§ **BRIEF**: Where does the string "roads" appear in the records? Copy every line that contains it.

--- ENTRIES SHOWN ---

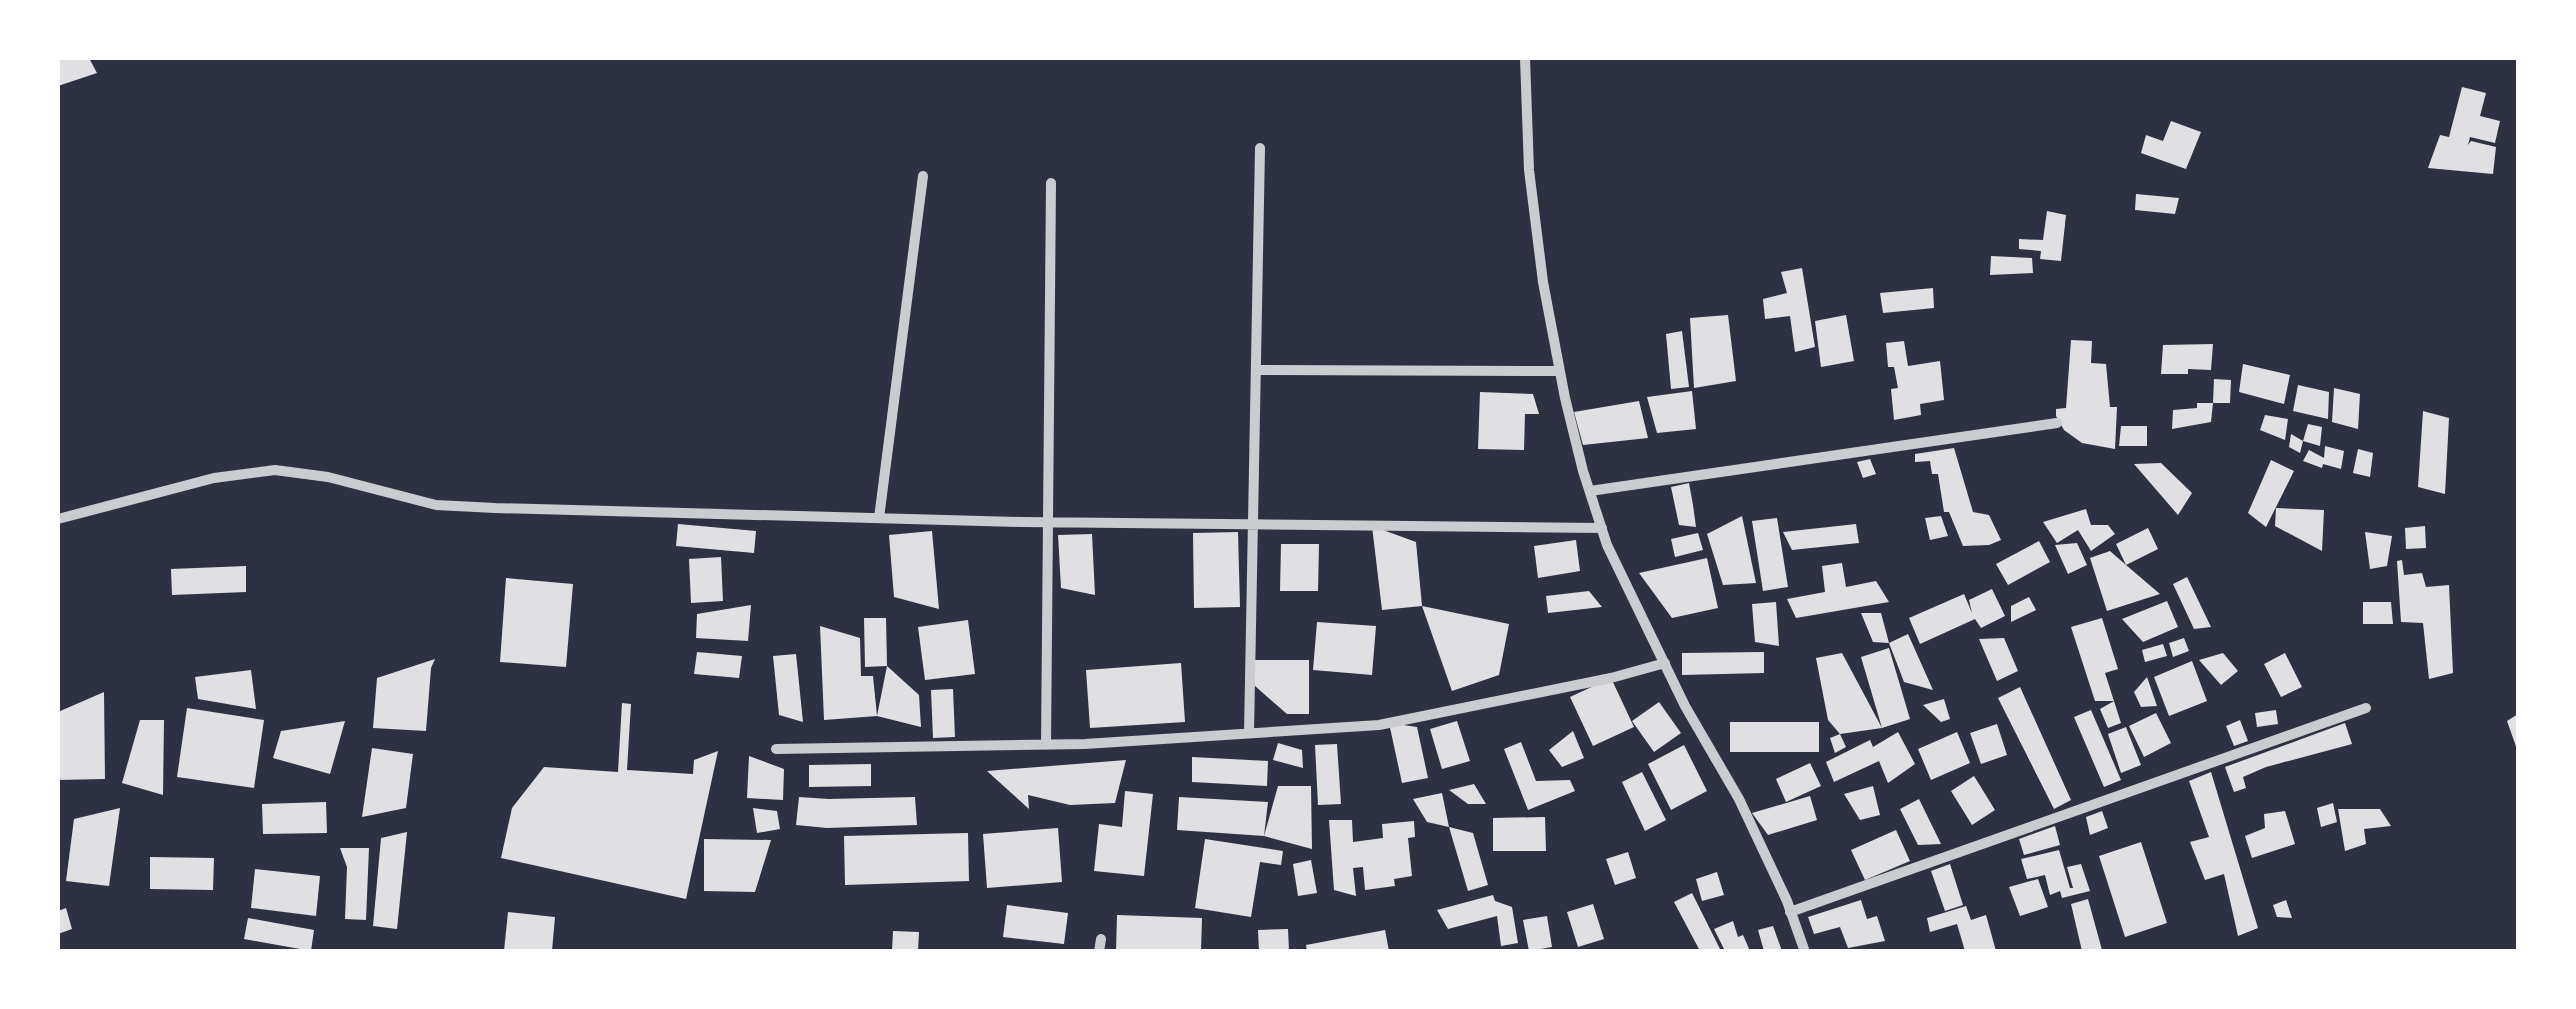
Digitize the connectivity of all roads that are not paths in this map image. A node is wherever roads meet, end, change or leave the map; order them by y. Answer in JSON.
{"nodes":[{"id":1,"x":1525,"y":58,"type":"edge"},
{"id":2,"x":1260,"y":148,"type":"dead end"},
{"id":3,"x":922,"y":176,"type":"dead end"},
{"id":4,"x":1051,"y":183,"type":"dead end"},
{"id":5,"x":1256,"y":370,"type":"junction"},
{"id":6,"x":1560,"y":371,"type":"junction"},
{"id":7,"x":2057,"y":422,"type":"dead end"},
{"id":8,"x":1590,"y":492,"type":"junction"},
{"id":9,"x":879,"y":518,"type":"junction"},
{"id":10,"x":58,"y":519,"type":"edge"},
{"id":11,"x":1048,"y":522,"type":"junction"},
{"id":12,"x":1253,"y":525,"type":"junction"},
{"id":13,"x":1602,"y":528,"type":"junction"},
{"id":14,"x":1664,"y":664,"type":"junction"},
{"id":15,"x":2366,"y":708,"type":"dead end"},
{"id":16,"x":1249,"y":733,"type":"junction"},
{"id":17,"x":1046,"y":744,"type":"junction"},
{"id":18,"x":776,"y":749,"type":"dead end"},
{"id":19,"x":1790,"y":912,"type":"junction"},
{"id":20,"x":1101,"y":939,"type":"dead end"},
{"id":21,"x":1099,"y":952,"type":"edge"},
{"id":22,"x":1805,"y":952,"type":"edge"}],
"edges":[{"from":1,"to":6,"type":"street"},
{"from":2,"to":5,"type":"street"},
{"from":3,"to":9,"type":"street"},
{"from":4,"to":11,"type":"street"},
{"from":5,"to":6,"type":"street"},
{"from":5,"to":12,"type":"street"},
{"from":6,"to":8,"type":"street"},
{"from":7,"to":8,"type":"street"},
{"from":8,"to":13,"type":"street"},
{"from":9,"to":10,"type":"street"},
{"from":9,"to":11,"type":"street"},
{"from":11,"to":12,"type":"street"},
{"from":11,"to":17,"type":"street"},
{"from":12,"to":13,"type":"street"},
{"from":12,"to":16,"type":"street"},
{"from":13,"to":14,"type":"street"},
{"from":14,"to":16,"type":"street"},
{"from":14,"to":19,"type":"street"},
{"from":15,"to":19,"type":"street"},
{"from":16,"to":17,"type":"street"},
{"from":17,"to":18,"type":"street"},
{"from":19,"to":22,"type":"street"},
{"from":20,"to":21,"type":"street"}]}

---
--- ENTRIES SHOWN ---

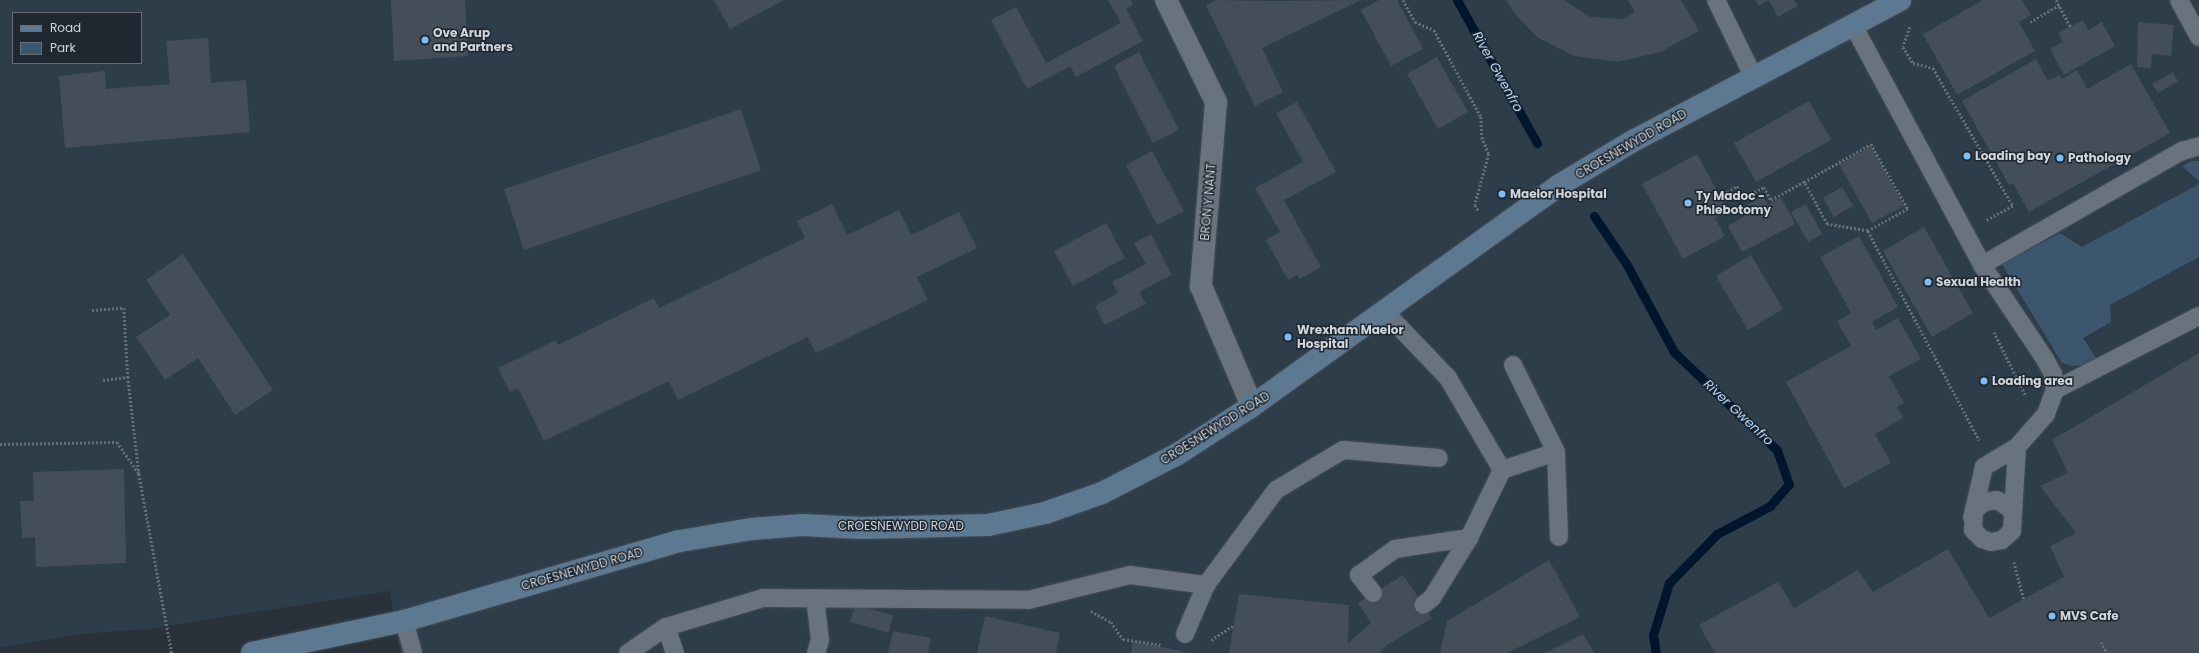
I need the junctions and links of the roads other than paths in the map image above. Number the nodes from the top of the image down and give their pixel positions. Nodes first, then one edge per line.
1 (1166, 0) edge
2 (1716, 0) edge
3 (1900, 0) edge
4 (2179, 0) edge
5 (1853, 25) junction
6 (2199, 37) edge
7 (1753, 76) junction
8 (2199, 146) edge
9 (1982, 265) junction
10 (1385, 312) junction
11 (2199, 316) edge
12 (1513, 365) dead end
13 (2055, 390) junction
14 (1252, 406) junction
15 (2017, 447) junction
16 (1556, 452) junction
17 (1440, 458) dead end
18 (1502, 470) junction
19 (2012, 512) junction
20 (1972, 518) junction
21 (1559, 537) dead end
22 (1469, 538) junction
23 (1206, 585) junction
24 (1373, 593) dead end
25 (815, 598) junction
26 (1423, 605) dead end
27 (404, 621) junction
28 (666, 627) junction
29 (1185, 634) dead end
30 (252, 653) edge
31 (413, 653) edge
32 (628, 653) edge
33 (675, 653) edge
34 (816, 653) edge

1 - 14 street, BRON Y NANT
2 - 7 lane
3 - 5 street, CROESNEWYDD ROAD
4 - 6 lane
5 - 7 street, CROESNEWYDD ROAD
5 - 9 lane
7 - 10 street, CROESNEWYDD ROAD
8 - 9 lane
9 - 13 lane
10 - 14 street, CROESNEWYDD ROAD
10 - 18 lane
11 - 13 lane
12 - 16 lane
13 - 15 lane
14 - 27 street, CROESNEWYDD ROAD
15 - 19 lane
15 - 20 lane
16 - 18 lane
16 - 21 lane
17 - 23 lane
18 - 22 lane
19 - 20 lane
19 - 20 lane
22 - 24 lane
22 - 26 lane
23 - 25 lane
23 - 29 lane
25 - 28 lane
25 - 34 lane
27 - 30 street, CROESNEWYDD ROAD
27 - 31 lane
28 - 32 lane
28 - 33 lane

---

§ **SOLUTION TO THE PROBLEM**:
Digitize the connectivity of all roads that are not paths in this map image. A node is wherever roads meet, end, change or leave the map; order them by y. Answer in JSON.
I need the junctions and links of the roads other than paths in the map image above. Number the nodes from the top of the image down and give their pixel positions. Nodes first, then one edge per line.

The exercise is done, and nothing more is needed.